EXERCISE
Images within the entries are to be omitted; the remainder must be reproduced exactly.
● ● ● ● ● ● ●
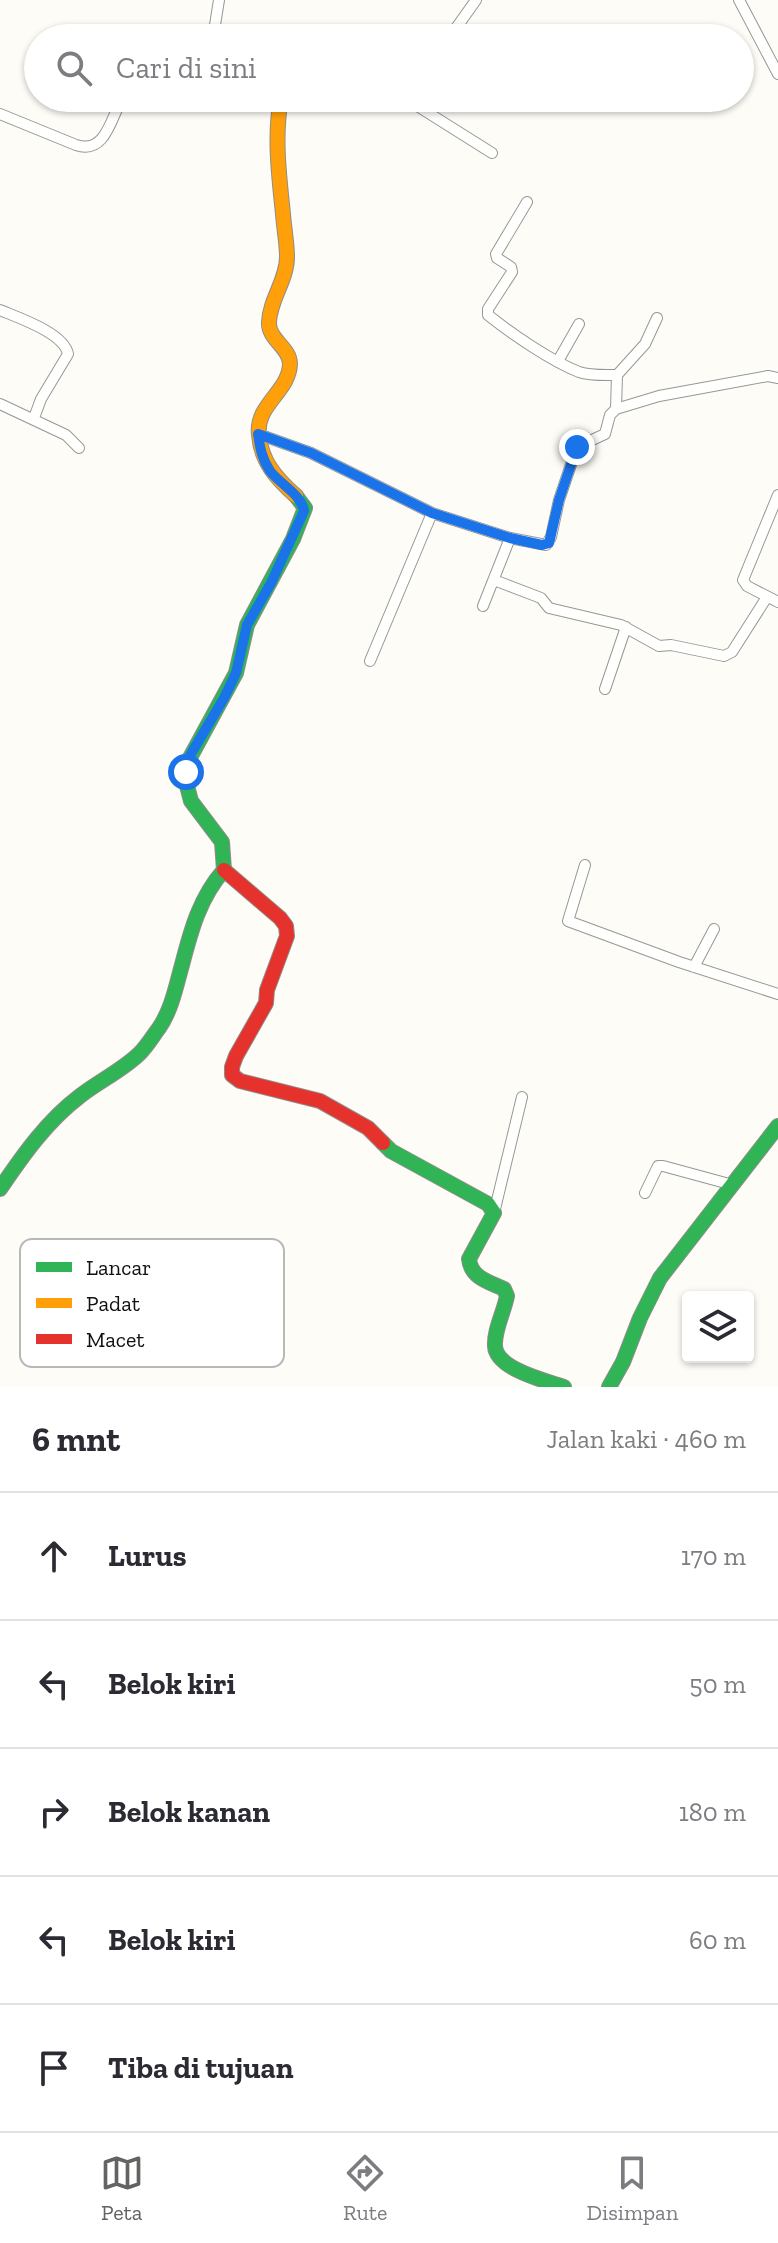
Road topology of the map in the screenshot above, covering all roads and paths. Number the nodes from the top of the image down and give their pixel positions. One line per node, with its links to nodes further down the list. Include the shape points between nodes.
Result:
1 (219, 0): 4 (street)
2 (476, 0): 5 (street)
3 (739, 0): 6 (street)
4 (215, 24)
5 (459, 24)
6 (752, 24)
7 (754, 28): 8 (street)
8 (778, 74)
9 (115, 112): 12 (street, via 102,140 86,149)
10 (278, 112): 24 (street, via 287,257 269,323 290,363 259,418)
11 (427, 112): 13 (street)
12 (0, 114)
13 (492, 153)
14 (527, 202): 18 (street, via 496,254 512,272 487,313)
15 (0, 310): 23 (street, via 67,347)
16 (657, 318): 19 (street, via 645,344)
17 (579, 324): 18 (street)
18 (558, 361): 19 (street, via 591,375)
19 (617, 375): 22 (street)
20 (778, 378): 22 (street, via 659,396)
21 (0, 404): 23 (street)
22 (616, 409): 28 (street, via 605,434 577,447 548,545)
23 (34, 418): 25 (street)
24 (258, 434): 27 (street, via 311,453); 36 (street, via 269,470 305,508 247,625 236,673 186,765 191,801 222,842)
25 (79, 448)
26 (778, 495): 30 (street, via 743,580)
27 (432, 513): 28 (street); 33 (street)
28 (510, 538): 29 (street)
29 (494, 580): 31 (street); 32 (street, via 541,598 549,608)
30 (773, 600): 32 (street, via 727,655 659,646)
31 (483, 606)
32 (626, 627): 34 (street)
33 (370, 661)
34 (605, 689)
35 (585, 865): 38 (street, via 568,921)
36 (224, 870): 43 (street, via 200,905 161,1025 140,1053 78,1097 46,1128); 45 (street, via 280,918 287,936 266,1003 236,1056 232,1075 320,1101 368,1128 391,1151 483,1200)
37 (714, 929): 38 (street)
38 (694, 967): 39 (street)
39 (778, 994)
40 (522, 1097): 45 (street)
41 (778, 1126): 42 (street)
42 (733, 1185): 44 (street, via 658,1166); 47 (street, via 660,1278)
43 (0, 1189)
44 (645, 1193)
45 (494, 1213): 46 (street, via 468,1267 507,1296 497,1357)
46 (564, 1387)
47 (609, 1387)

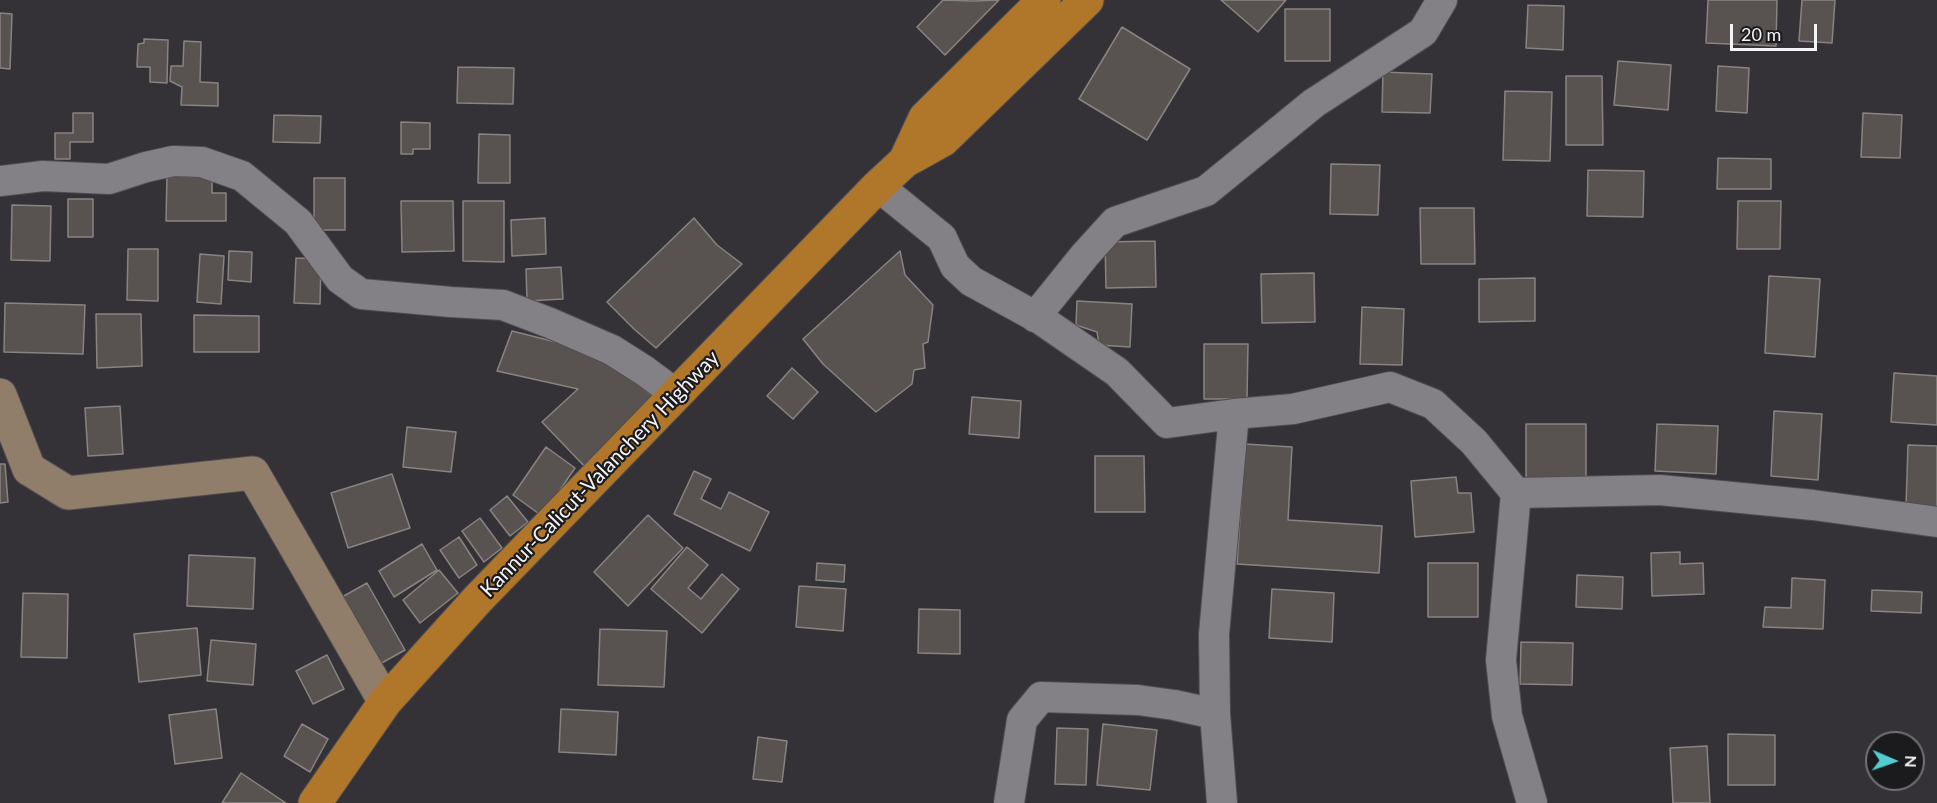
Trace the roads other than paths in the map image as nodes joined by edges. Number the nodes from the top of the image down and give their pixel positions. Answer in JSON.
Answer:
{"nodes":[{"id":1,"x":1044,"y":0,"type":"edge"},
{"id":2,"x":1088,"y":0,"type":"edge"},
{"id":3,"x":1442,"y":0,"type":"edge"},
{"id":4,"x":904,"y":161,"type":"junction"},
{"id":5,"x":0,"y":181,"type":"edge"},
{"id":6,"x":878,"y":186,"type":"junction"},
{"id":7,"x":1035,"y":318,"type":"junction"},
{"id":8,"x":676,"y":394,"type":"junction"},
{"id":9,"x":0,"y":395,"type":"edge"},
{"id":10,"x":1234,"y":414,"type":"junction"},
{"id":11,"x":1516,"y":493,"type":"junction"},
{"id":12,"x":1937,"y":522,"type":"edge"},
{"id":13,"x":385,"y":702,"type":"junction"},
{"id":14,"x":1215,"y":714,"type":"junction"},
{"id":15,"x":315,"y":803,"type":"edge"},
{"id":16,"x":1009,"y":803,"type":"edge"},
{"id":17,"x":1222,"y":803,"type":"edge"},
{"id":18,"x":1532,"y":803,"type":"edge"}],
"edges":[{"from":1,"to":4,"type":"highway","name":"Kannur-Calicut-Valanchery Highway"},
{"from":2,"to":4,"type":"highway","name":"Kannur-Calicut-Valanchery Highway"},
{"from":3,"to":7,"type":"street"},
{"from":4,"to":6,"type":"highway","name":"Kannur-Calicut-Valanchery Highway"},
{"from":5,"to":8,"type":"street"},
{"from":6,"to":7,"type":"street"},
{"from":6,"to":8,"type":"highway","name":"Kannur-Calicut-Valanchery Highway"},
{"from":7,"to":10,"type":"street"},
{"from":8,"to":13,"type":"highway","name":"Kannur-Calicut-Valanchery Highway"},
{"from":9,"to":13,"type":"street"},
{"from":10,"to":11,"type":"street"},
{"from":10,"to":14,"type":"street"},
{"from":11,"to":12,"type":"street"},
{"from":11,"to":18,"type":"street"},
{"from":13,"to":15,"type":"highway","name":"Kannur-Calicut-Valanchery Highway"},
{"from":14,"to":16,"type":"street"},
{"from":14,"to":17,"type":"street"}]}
● ● ● ● ● ● ●
EXERCISE ANSWER
Road topology of the map in the screenshot above, covering all roads and paths. Number the nodes from the top of the image down and give their pixel positions. One line per node, with its links to nodes further down the list. Include the shape points between nodes.
Result:
1 (219, 0): 4 (street)
2 (476, 0): 5 (street)
3 (739, 0): 6 (street)
4 (215, 24)
5 (459, 24)
6 (752, 24)
7 (754, 28): 8 (street)
8 (778, 74)
9 (115, 112): 12 (street, via 102,140 86,149)
10 (278, 112): 24 (street, via 287,257 269,323 290,363 259,418)
11 (427, 112): 13 (street)
12 (0, 114)
13 (492, 153)
14 (527, 202): 18 (street, via 496,254 512,272 487,313)
15 (0, 310): 23 (street, via 67,347)
16 (657, 318): 19 (street, via 645,344)
17 (579, 324): 18 (street)
18 (558, 361): 19 (street, via 591,375)
19 (617, 375): 22 (street)
20 (778, 378): 22 (street, via 659,396)
21 (0, 404): 23 (street)
22 (616, 409): 28 (street, via 605,434 577,447 548,545)
23 (34, 418): 25 (street)
24 (258, 434): 27 (street, via 311,453); 36 (street, via 269,470 305,508 247,625 236,673 186,765 191,801 222,842)
25 (79, 448)
26 (778, 495): 30 (street, via 743,580)
27 (432, 513): 28 (street); 33 (street)
28 (510, 538): 29 (street)
29 (494, 580): 31 (street); 32 (street, via 541,598 549,608)
30 (773, 600): 32 (street, via 727,655 659,646)
31 (483, 606)
32 (626, 627): 34 (street)
33 (370, 661)
34 (605, 689)
35 (585, 865): 38 (street, via 568,921)
36 (224, 870): 43 (street, via 200,905 161,1025 140,1053 78,1097 46,1128); 45 (street, via 280,918 287,936 266,1003 236,1056 232,1075 320,1101 368,1128 391,1151 483,1200)
37 (714, 929): 38 (street)
38 (694, 967): 39 (street)
39 (778, 994)
40 (522, 1097): 45 (street)
41 (778, 1126): 42 (street)
42 (733, 1185): 44 (street, via 658,1166); 47 (street, via 660,1278)
43 (0, 1189)
44 (645, 1193)
45 (494, 1213): 46 (street, via 468,1267 507,1296 497,1357)
46 (564, 1387)
47 (609, 1387)

Trace the roads other than paths in the map image as nodes joined by edges. Number the nodes from the top of the image down and give their pixel positions. Answer in JSON.
Answer:
{"nodes":[{"id":1,"x":1044,"y":0,"type":"edge"},
{"id":2,"x":1088,"y":0,"type":"edge"},
{"id":3,"x":1442,"y":0,"type":"edge"},
{"id":4,"x":904,"y":161,"type":"junction"},
{"id":5,"x":0,"y":181,"type":"edge"},
{"id":6,"x":878,"y":186,"type":"junction"},
{"id":7,"x":1035,"y":318,"type":"junction"},
{"id":8,"x":676,"y":394,"type":"junction"},
{"id":9,"x":0,"y":395,"type":"edge"},
{"id":10,"x":1234,"y":414,"type":"junction"},
{"id":11,"x":1516,"y":493,"type":"junction"},
{"id":12,"x":1937,"y":522,"type":"edge"},
{"id":13,"x":385,"y":702,"type":"junction"},
{"id":14,"x":1215,"y":714,"type":"junction"},
{"id":15,"x":315,"y":803,"type":"edge"},
{"id":16,"x":1009,"y":803,"type":"edge"},
{"id":17,"x":1222,"y":803,"type":"edge"},
{"id":18,"x":1532,"y":803,"type":"edge"}],
"edges":[{"from":1,"to":4,"type":"highway","name":"Kannur-Calicut-Valanchery Highway"},
{"from":2,"to":4,"type":"highway","name":"Kannur-Calicut-Valanchery Highway"},
{"from":3,"to":7,"type":"street"},
{"from":4,"to":6,"type":"highway","name":"Kannur-Calicut-Valanchery Highway"},
{"from":5,"to":8,"type":"street"},
{"from":6,"to":7,"type":"street"},
{"from":6,"to":8,"type":"highway","name":"Kannur-Calicut-Valanchery Highway"},
{"from":7,"to":10,"type":"street"},
{"from":8,"to":13,"type":"highway","name":"Kannur-Calicut-Valanchery Highway"},
{"from":9,"to":13,"type":"street"},
{"from":10,"to":11,"type":"street"},
{"from":10,"to":14,"type":"street"},
{"from":11,"to":12,"type":"street"},
{"from":11,"to":18,"type":"street"},
{"from":13,"to":15,"type":"highway","name":"Kannur-Calicut-Valanchery Highway"},
{"from":14,"to":16,"type":"street"},
{"from":14,"to":17,"type":"street"}]}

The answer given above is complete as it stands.